TABLE-US-00002 TABLE 2 Curing properties of the compositions E1, C2 and C3 at 82 C. Reaction temperature: Peak Peak Styrene 82 C. time (s) temperature ( C.) residues (ppm) E1 1,109 142.8 20,642 C2 1,031 171.1 6,266 C3 971 146.6 22,249

TABLE-US-00003 TABLE 3 Curing properties of Compositions E1 and C2 at 90 C. Reaction temperature: Peak Peak Styrene 90 C. time (s) temperature ( C.) residues (ppm) E1 837 166.9 5,939 C2 573 173 5,800

[0125] In FIG. 1 and FIG. 2, the peak in the curve coincides with the formation of an insoluble material.
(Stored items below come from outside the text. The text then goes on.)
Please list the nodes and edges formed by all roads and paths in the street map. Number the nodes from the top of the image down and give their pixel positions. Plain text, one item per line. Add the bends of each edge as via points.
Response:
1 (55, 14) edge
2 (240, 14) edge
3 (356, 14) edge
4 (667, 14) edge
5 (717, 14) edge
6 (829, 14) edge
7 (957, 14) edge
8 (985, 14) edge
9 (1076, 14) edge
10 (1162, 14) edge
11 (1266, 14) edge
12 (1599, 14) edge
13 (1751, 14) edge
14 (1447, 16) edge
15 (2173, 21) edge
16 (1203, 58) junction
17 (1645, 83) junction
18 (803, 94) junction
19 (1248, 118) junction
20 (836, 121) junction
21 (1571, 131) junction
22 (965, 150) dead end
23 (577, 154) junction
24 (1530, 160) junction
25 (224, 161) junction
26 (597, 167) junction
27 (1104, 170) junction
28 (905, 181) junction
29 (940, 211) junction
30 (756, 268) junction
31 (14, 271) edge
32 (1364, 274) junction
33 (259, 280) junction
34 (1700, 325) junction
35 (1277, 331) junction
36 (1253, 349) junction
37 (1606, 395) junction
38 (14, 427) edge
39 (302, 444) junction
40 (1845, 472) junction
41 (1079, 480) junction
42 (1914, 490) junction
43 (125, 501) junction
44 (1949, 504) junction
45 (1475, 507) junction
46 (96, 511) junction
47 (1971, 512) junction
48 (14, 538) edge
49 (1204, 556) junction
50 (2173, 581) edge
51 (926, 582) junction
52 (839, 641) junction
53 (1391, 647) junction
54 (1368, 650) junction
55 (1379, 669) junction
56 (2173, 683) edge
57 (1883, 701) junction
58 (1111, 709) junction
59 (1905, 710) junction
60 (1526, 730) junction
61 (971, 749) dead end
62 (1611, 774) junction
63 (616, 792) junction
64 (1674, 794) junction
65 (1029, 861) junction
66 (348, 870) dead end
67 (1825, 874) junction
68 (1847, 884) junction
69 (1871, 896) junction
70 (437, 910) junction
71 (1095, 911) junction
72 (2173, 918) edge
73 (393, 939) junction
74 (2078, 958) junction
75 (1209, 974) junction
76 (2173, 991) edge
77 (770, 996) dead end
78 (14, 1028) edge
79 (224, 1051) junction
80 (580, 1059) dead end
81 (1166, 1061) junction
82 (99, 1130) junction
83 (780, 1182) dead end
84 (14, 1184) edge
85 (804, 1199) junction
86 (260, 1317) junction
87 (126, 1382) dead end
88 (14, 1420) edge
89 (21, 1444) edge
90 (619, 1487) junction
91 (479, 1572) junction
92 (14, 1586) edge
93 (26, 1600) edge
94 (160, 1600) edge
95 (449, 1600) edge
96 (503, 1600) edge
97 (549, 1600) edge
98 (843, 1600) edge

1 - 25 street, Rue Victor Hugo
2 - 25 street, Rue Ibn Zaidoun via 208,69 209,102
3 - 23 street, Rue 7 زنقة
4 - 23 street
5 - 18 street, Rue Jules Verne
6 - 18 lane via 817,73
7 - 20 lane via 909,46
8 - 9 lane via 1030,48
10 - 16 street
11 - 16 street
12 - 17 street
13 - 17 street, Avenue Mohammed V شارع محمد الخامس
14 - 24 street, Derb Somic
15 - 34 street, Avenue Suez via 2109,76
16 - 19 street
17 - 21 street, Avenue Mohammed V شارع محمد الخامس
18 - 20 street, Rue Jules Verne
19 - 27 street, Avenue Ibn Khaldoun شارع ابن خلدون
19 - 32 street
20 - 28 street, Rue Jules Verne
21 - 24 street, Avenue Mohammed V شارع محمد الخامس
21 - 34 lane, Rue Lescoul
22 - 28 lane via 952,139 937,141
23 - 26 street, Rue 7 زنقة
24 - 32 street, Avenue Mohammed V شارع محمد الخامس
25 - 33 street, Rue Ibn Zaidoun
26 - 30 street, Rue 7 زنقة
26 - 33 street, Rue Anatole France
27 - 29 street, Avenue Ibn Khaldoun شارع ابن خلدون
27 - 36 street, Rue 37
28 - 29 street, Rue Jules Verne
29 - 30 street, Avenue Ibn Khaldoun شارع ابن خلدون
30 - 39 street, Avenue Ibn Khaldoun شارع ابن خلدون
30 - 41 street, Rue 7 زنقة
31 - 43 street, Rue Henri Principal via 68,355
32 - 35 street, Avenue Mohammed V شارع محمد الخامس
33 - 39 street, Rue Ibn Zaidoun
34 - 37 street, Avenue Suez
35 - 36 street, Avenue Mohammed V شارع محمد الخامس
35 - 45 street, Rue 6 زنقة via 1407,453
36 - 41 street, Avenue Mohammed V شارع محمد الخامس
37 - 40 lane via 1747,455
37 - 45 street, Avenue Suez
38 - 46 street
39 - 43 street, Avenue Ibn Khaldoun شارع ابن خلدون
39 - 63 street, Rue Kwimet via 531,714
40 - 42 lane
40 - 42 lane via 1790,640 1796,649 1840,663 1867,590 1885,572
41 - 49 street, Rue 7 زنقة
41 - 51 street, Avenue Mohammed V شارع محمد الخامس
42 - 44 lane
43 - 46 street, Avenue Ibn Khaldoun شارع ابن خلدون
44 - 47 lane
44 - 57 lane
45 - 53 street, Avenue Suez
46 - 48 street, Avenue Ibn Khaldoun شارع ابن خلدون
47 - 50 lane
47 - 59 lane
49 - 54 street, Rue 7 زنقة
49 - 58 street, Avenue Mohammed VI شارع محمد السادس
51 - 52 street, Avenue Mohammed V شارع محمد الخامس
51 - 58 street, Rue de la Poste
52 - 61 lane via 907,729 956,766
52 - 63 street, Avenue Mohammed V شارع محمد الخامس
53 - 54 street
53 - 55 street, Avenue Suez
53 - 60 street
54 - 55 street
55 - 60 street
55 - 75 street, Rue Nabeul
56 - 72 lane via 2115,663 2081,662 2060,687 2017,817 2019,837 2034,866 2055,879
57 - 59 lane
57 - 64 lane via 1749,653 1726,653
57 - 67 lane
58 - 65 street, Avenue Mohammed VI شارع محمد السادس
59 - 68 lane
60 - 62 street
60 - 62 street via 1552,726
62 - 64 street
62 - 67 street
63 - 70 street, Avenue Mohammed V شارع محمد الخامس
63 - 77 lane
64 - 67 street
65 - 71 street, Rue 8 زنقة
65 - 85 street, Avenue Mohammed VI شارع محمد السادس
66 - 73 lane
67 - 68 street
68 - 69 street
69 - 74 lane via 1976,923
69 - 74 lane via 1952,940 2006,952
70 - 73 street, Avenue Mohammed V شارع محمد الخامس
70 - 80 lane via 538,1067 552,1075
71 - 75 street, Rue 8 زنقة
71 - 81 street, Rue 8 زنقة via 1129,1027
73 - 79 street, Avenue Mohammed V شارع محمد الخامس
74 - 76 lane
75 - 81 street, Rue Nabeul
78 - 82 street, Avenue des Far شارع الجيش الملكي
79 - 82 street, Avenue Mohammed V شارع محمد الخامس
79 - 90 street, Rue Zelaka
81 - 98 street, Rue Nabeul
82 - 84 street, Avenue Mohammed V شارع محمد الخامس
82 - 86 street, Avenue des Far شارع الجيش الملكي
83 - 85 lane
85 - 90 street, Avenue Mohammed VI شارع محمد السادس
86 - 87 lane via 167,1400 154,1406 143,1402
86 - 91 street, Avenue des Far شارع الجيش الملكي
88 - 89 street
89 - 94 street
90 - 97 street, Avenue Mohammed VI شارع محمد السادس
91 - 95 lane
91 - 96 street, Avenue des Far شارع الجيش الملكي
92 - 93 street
[0126] The results show that the reaction initiated by the curing agent according to the invention occurs at lower temperature. In addition, the slowest curing rate peak time is obtained for the composition E1 containing the curing agent according to the invention.

[0127] This means that the curing rate with the composition according to the invention is slower and thus allows the formation of synthetic stone by minimizing cracking or degradation.

[0128] Besides, when the temperature is 90 C., a low residual styrene content is obtained with the composition E1. This means that the reaction between the unsaturated polyester resin and the styrene in presence of the curing agent according to the invention reaches a high final conversion. Thus the release of residual styrene in the environment is limited leading to less volatile organic compound and less odours.

[0129] At 90 C., the peak temperature obtained for the composition C2 is higher and the peak time is obtained rapidly, this means that the curing rate is faster, the temperature may thus exceed the degradation temperature and this will cause degradation of the synthetic stone.